Cortisone may be injected directly into the joint to relieve severe inflammation and swelling. A cortisone injection can provide almost immediate relief for a tender, swollen or inflamed joint. However, since corticosteroids can degrade cartilage and demineralize the bone, they should only be used rarely. Chronic use of corticosteroids may result in weight gain, hypertension, susceptibility to infection, capillary fragility, acne, excess hair growth, cataracts, glaucoma, diabetes, muscular atrophy, accelerated atherosclerosis, menstrual irregularities, irritability, insomnia and psychosis. Since steroids appear to cause premature death of osteoblasts and slow their replacement; osteoporosis and bone damage are of particular concern.

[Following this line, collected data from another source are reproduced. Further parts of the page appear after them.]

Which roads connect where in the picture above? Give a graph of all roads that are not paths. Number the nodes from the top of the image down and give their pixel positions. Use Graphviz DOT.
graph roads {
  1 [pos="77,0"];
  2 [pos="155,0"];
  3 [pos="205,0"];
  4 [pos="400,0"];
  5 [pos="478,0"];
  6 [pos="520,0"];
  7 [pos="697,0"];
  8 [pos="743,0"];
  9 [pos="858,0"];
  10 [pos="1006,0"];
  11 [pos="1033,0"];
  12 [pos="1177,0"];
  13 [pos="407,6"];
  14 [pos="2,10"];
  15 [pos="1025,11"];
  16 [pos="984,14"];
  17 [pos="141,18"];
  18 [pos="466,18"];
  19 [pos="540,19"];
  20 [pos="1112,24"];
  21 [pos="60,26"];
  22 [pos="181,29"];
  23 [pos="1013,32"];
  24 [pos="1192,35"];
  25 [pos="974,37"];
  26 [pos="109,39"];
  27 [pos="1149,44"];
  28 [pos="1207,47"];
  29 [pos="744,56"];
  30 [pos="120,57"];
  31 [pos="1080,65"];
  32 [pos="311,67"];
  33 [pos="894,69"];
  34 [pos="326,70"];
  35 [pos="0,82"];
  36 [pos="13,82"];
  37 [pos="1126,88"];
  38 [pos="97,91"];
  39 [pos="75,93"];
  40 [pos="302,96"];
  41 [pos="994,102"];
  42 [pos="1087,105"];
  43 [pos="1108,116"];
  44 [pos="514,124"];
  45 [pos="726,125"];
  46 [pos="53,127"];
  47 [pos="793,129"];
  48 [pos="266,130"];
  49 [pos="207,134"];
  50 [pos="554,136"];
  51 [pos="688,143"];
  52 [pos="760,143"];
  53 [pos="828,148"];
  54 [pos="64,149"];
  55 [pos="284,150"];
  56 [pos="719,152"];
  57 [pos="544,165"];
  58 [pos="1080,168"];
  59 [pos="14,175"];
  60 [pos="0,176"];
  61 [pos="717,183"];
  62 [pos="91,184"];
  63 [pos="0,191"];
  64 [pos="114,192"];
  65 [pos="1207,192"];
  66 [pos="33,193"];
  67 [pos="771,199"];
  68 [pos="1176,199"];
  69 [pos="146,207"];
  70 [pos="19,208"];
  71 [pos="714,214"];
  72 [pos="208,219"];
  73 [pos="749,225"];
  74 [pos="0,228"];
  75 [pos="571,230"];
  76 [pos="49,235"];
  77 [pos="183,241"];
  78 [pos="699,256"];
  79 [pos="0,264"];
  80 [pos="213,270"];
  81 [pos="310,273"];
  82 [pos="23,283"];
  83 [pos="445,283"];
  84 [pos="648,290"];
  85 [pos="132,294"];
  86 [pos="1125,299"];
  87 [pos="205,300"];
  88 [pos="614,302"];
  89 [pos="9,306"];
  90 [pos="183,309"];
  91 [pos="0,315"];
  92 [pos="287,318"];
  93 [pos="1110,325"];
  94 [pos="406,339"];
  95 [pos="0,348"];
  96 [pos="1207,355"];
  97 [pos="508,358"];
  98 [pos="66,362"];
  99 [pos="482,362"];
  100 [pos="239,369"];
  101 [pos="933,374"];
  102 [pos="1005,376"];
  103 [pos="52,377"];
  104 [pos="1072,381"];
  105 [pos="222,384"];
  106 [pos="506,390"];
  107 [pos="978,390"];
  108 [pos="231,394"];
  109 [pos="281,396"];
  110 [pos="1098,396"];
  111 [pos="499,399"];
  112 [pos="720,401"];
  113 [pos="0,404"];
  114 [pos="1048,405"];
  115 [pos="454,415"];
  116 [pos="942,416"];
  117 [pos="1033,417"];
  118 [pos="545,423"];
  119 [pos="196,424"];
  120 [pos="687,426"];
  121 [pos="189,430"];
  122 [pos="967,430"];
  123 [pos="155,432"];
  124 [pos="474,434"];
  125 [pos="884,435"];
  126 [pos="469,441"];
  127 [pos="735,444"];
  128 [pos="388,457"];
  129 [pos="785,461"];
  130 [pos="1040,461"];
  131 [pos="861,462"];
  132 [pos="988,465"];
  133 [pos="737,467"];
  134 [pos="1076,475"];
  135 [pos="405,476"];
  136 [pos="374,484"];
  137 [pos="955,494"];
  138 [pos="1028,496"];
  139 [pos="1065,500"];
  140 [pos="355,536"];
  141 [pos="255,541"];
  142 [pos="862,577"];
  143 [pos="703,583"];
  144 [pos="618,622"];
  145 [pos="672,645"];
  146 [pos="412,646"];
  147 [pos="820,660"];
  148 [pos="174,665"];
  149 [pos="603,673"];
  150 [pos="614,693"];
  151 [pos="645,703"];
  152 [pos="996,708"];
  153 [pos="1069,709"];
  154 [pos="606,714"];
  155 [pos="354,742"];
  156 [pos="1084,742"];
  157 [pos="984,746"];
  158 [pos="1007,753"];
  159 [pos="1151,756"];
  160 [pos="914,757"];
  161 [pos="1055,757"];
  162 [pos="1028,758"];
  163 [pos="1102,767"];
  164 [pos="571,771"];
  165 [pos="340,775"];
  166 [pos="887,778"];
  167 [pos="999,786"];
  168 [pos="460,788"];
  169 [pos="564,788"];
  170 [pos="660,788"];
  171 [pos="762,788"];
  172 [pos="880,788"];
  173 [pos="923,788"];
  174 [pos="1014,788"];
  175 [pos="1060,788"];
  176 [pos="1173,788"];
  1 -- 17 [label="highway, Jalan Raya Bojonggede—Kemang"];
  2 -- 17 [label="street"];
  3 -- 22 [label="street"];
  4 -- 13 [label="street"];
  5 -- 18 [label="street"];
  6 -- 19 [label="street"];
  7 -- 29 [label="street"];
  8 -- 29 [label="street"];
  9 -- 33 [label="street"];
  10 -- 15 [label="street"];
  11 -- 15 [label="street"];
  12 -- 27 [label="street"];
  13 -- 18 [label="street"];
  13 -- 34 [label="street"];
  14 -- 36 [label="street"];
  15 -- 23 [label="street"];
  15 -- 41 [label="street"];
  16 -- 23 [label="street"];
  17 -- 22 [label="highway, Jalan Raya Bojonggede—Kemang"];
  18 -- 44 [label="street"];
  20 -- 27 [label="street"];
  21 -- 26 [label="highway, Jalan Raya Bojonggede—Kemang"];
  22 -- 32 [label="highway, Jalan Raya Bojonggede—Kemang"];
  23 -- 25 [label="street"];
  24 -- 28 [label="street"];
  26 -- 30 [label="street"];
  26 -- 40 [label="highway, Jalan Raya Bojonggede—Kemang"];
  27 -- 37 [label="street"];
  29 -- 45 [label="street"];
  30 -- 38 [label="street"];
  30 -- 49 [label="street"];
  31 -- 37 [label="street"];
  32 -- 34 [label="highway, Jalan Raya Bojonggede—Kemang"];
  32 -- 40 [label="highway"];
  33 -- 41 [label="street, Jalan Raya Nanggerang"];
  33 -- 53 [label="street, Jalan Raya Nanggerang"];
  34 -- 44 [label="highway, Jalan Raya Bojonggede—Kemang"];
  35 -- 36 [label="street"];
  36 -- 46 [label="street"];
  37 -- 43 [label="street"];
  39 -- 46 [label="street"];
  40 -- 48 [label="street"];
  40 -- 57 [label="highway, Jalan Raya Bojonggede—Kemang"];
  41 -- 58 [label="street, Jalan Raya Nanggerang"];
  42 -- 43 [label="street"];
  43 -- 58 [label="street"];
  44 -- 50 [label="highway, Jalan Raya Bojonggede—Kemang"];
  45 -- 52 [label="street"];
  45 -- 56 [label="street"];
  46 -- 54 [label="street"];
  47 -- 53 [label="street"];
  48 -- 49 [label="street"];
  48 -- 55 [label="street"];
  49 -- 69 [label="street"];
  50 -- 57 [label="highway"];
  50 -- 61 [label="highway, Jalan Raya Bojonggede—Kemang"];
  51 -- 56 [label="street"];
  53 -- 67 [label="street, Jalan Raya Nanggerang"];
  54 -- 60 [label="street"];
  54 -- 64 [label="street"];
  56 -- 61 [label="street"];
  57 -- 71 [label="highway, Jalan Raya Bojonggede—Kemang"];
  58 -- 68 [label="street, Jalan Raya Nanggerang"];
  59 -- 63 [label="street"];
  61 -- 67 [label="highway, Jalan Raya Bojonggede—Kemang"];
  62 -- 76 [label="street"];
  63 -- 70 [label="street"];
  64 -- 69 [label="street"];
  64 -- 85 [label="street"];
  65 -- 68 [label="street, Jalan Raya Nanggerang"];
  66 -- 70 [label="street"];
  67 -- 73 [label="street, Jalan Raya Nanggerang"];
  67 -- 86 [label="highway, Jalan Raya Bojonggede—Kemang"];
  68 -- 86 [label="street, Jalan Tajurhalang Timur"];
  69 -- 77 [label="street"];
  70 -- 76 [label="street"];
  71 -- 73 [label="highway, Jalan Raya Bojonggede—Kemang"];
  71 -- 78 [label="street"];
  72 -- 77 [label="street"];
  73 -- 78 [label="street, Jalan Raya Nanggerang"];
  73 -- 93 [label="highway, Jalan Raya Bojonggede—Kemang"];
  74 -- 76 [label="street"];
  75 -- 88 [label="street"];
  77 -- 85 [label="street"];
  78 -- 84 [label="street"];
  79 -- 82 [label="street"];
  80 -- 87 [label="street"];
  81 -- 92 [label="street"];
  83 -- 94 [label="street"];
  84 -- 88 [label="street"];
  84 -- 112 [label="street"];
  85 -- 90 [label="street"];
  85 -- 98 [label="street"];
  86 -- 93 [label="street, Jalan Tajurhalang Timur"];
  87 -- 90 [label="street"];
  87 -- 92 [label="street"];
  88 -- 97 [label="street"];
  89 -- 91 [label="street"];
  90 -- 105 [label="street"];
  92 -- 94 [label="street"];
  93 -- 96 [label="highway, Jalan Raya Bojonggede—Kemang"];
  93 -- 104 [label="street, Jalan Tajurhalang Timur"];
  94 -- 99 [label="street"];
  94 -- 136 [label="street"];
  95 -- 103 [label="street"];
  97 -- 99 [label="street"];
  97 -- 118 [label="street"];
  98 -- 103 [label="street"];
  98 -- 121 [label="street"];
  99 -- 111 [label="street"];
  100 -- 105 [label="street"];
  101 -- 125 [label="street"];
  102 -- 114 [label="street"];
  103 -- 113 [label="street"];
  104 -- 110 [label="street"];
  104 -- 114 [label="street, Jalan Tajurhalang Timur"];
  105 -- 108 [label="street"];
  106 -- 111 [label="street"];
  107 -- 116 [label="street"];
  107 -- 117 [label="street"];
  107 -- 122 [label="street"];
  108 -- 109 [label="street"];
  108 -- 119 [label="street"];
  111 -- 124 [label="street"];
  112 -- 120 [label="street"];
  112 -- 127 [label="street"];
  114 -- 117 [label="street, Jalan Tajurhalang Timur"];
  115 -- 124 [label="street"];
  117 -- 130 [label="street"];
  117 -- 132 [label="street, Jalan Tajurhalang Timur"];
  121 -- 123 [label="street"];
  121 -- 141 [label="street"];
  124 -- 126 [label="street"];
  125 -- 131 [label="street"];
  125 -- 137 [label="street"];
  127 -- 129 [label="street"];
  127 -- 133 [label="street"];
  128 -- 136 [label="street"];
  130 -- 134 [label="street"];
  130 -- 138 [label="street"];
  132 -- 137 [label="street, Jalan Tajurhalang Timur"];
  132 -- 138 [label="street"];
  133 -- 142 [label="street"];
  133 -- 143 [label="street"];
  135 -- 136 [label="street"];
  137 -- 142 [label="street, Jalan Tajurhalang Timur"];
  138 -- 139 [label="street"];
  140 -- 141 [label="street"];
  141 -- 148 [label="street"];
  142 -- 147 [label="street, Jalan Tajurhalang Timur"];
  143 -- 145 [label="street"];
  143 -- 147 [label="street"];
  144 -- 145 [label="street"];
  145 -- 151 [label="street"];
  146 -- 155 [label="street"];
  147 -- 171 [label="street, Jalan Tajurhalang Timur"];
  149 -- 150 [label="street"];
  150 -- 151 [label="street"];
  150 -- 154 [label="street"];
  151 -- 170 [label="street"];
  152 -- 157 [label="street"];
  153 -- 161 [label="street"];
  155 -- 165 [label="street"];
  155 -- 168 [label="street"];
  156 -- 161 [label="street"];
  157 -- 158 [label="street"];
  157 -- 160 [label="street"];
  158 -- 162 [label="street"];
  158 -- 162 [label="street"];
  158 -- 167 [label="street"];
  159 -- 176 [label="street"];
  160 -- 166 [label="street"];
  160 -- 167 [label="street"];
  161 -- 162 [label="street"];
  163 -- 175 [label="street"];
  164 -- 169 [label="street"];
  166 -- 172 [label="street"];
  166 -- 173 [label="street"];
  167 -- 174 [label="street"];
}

Long-term use may also affect brain cells, causing memory loss. Certain side effects such as hypoglycemia, edema and hypertension can be minimized by treatment.
Nutricol has been developed to improve circulation to tissues, speed repair and slow or halt tissue damage. Available as the OTC supplement Recovery in many pharmacies, Nutricol is proposed to reduce the inflammation that accompanies osteoarthritis. This may reduce the likelihood of progression and diminish accompanying pain. Nutricol (Recovery) is an anti-catabolic agent that works at cellular level to help stabilize joint structures. Biomedica Labs also believes that this proprietary blending of plant nutrients naturally increases the cells’ receptivity to hormones such as insulin which are required to speed the repair of joint tissues.
Recovery contains the active ingredient Nutricol, a disease modifying anti-catabolic agent (DMAC), which Biomedica Laboratories is proud to introduce to health care professionals. Biostructural Medicine goes beyond simply addressing symptoms; it is a cell structure-oriented health science that addresses the pathogenic factors of degenerative and inflammatory conditions. Nutricol (Recovery) may be safely combined with other medications or taken on its own to help counter inflammation. It does not produce unpleasant side effects.
Glucosamine and Chondroitin
Glucosamine and chondroitin are two popular supplements for arthritis and are often available in combination form. While many studies have indicated that these supplements can bring relief to arthritis sufferers, more research is required to determine the precise mechanism that accounts for pain reduction. The ongoing consumer demand for glucosamine and chondroitin suggests very strongly that many people are deriving measurable benefit from their use.
While glucosamine is produced naturally in the body, its production diminishes with age. Proponents of glucosamine suggest that replacing this glucosamine allows the joint cartilage to repair itself via the following mechanisms:
- contribution to the construction of proteoglycans and glycosaminoglycans
- stimulation of chondrocytes
- regulation of cartilage metabolism.